3. When things get rough, who do you turn to? I notice a lot of people talk to their friends or family when things get rough (totally normal). However, an issue never gets solved unless you go directly to the source – so do that. Make it a pact with your partner that you talk to each other first in an open, calm manner before going to other people. You solve your own problems.
4. If you had to rate the following areas of your relationship on a scale of 1-10, what would they be?
- Attraction
- Communication
- Team work
If one is significantly lower than the rest, look at how you can better it. What’s hindering your attraction or communication? How can you work more as a team?
5. If you could change one thing about your partner, what would it be? (Now ask yourself if that’s more of your problem or his.) For instance, if he “never” listens to you, how do you talk to him? Are you accusatory and nagging? Do you make him feel like he’s always wrong? Sometimes men are listening, but they feel scolded every time they try to offer a suggestion (and vice versa). Look at yourself when examining what could be better in your relationship. It usually takes two.
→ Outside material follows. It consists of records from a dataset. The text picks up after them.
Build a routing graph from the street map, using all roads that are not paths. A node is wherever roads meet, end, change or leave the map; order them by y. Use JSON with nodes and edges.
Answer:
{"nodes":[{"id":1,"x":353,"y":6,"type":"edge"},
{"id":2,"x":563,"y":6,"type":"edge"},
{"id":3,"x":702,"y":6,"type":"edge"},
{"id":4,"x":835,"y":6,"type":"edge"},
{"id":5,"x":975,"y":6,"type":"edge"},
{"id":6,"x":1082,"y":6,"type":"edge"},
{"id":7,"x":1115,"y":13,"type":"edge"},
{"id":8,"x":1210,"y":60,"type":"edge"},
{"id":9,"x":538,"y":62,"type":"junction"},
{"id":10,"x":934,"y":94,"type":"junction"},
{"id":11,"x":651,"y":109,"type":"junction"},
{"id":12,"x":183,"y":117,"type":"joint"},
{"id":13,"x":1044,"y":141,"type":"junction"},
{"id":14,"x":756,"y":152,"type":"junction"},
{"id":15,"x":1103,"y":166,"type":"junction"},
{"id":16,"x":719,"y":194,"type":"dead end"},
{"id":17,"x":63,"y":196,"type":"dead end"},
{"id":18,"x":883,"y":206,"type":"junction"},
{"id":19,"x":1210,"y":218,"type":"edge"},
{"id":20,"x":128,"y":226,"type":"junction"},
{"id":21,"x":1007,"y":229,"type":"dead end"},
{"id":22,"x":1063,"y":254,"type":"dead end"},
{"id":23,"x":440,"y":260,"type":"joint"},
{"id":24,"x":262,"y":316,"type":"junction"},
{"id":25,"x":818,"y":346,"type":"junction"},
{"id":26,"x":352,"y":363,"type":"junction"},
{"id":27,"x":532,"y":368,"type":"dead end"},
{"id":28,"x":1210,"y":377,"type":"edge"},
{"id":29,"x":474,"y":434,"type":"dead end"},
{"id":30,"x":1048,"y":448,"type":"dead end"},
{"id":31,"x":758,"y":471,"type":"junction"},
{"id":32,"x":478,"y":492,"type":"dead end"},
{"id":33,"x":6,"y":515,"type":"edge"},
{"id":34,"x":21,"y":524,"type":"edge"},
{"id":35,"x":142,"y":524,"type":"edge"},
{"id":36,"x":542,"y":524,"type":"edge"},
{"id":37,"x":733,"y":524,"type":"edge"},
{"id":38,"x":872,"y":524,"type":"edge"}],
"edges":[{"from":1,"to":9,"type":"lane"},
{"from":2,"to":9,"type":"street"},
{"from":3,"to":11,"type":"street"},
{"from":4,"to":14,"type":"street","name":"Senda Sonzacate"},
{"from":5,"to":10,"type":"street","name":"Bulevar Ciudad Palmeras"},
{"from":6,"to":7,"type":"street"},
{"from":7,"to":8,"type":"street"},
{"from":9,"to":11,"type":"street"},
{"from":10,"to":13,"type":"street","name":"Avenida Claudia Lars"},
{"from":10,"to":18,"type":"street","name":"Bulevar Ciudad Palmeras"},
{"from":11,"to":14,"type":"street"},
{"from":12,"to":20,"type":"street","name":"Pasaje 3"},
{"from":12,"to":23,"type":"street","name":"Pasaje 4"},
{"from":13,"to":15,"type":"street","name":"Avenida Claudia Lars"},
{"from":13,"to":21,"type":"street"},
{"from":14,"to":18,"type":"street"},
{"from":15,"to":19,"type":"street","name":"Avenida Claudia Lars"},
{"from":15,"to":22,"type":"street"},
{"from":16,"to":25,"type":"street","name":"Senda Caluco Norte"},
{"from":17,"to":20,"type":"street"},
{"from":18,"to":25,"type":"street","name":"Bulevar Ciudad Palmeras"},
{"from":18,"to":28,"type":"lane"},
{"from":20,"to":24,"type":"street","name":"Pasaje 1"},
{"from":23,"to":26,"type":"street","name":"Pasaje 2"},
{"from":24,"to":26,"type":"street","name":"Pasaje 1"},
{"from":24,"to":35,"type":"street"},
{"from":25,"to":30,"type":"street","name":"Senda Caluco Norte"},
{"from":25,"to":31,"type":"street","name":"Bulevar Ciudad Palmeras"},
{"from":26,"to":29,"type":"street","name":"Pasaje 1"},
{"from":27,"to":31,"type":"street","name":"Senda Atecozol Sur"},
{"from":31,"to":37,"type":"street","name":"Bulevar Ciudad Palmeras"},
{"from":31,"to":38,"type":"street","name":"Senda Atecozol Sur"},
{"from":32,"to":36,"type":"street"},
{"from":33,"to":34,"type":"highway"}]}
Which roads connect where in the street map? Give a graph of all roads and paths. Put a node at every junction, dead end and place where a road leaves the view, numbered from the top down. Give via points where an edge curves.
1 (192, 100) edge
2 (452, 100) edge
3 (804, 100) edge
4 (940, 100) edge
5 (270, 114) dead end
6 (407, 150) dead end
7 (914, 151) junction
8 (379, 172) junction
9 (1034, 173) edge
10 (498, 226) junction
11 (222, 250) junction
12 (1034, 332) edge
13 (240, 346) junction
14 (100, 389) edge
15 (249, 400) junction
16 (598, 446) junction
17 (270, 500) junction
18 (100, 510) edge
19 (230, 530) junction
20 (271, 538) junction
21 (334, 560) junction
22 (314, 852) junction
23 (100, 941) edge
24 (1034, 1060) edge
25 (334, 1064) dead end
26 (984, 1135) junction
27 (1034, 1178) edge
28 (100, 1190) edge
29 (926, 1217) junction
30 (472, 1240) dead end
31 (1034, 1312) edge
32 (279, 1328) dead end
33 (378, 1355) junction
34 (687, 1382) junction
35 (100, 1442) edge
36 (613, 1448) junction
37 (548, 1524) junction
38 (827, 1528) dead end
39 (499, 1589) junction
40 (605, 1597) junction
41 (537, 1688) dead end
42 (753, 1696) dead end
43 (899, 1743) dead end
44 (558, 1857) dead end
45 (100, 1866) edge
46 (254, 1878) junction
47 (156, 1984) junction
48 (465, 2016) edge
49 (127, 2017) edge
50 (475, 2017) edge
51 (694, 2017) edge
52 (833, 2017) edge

6. When do problems arise? Do you fight when there are other stressors in your life? For instance, if you are trying to hustle the kids to bed, pay the bills and cook dinner, it’s easy to take out your frustrations on your partner, because it’s the one thing you can actually control. If you’re bored and itching for some drama, that’s not a good reason to start a fight. If your partner wakes up in a bad mood and that puts you in a bad mood, try not to take it personally. Really take a step back and see how/when you can improve your problem areas.
There’s no single antidote to any relationship problem, but there are constructive ways to help your relationship. For example, if you normally fly off the handle when he responds a certain way, take two seconds before answering to focus on what you really like about your partner. (This may seem hard to do at first.) Often, just by shifting your focus to something positive, you can assuage the situation and put yourself in a different frame of mind.
So, take some time to see if you can avoid a break-up and get back to happiness instead!